THE GIRLS OF SUMMER by Kort, Michele at Advocate; 7/3/2007 Issue 988, p48
Logo brings skin and surf to your summer in the all-lesbian reality series Curl Girls "SURFING IS LIKE SEX," says a sly Michele Fleury, one of the six stars of Logo's new dykes-on-boards reality series Curl Girls. "Everyone thinks they look really good doing it--but they usually don't."
Reality shows about lesbian surfers, on the other hand, are for fans of sex--or at least fans of sex among flat-abbed well-tanned women who also can grab a rail, hang 10, or shoot a curl.
Originally an hour-long documentary in 2005. Curl Girls got such a positive response from the lesbian audience that Logo morphed it into a six-episode "docu-soap" that's part Work Out, part L Word at the shore.
The six 'girls' bring varying levels of surfing expertise to El Porto beach in the L.A. suburb of Manhattan Beach, Calif. There are old-timers like 32-year-old Michele--who's been surfing since age 16--as well as suing newcomer Gingi 25, who doesn't catch her first wave until episode three.

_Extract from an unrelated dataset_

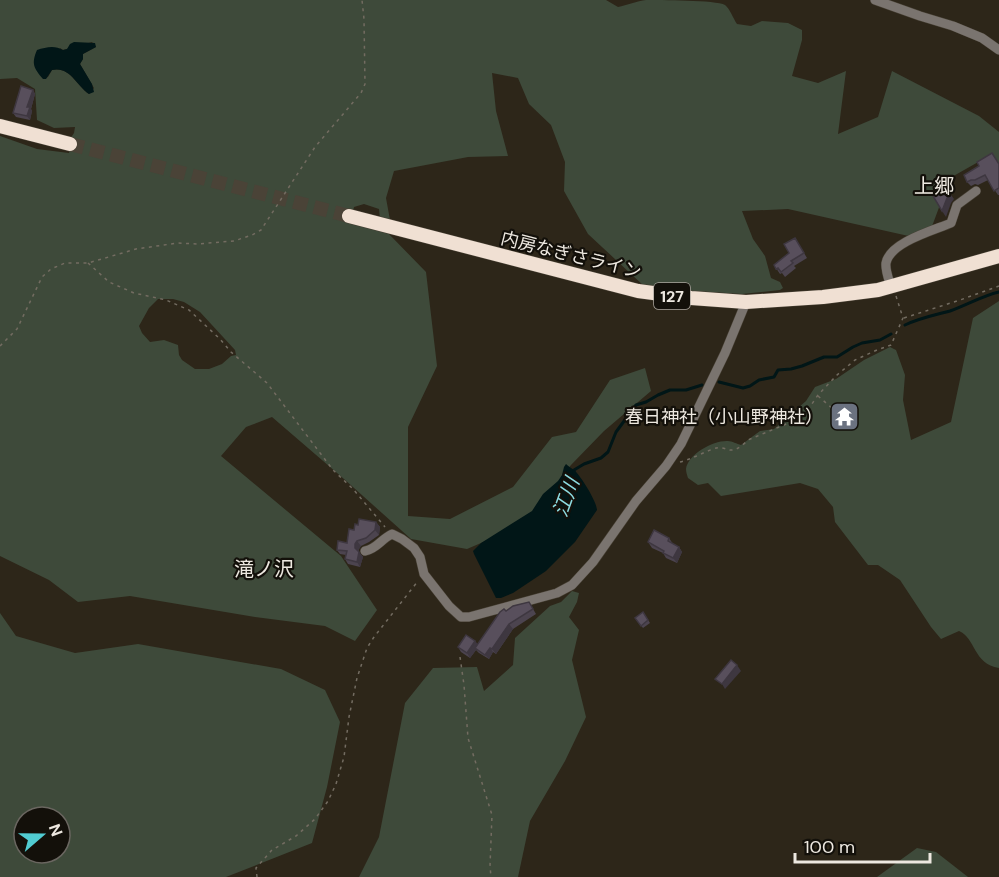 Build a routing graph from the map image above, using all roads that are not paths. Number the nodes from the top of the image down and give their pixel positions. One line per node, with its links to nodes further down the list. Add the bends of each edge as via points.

Also on hand in their bikinis and wet suits are serious surfer Erin, 30, an attorney: clothing designer Vanessa, 33, the self-described "comic relief," who attended this years Dinah Shore White Party in a banana suit: the tall modelesque Jessica, 24, a human resources exec who had to relearn surfing skills after a serious cat accident: and the tough-but-vulnerable Melissa 30, an online advertising sales rep and extreme-sports enthusiast who's even happier on a snowboard. Jessica and Melissa provide the requisite dyke drama for the season, alternately breaking up and having second thoughts. "Every time we filmed," Melissa points out, "we were either fighting or crying or making out."
Most of the cast members, however, are in relationships with non-Curl girls, including Erin and no-nonsense Michele. "Even if I was single, I wouldn't be in the dramas," says Michele, who was once The Advocate's photo editor. "I'd rather go surfing."
The show opens a bit cagily without really explaining how these particular women ended up surfing together. After a while, though, it doesn't matter. You begin to plunge with them into the water and their adventures (surf contests, fashion shows, dressing in drag).
The question is, Why surfing? Would softball or golf have been too obvious? "Based on anecdotal information, there are a lot of gay women who love to surf," says Logo's senior vice president and general manager Lisa Sherman.
The jury's out as to whether the show will encourage a new generation of gay Gidgets. "I think it's going to at least inspire some people to try [surfing]," says Vanessa. But Erin hopes that isn't true: "There are so many surfers already!"